Report the count of lines containing the word "dead" in these records, with no other text.

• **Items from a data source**
+ + + + + + +

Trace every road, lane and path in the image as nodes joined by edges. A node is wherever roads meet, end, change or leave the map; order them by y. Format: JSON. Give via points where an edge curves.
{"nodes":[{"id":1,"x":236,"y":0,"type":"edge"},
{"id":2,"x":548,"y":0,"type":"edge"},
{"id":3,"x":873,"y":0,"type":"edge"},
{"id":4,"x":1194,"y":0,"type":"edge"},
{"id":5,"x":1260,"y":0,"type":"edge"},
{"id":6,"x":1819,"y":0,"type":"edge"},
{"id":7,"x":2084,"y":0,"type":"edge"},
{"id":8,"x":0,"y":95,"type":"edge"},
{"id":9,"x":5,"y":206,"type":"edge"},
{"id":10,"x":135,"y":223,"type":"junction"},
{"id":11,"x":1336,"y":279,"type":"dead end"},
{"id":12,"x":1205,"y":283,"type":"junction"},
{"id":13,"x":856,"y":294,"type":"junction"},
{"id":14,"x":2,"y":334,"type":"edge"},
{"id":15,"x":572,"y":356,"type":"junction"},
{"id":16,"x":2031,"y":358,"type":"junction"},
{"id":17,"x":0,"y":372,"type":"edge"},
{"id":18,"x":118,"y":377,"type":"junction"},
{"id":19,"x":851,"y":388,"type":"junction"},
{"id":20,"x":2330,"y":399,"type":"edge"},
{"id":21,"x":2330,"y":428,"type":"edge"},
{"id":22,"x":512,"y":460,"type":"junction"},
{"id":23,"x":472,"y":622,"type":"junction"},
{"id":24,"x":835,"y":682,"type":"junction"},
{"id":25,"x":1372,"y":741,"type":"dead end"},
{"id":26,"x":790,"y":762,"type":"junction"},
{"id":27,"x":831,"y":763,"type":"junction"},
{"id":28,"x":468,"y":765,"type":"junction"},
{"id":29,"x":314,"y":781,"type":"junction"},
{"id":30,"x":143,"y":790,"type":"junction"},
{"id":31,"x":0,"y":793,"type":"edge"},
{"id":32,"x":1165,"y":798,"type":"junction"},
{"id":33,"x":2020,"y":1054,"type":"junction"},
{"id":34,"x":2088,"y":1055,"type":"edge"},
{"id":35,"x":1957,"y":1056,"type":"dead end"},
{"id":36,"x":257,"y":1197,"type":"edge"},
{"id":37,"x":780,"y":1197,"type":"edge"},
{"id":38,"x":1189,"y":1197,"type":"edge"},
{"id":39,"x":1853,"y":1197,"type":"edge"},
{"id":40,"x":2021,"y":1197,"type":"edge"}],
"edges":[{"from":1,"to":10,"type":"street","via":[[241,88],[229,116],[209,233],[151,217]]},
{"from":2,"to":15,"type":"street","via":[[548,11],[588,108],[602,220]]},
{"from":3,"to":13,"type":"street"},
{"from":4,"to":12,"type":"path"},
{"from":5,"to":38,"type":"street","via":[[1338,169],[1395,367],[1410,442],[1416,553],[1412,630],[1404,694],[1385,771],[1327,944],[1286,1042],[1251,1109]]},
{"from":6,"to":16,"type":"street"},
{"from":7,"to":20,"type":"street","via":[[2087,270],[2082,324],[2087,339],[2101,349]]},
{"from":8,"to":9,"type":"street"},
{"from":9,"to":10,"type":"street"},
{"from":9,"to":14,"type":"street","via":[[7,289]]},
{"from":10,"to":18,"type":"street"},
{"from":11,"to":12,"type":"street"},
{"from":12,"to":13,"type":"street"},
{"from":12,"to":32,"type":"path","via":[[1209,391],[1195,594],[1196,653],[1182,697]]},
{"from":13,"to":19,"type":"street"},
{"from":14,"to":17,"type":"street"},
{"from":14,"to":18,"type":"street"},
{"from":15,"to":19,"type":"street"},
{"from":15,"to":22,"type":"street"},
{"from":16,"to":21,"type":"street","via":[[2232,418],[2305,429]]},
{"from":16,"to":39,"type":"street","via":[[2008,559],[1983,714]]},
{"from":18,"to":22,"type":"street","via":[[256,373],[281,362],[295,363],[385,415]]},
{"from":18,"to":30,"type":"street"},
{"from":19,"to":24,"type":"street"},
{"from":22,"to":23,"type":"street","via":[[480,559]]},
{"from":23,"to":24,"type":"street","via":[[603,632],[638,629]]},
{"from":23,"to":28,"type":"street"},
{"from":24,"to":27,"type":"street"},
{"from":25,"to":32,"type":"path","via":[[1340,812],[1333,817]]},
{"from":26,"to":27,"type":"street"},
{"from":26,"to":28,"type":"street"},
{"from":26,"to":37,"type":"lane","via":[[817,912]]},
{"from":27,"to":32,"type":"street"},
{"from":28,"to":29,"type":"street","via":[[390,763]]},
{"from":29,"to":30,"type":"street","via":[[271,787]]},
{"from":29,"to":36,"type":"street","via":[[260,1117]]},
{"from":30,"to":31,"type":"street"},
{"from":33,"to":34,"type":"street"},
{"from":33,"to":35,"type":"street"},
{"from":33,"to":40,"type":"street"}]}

+ + + + + + +

• **Solution**
3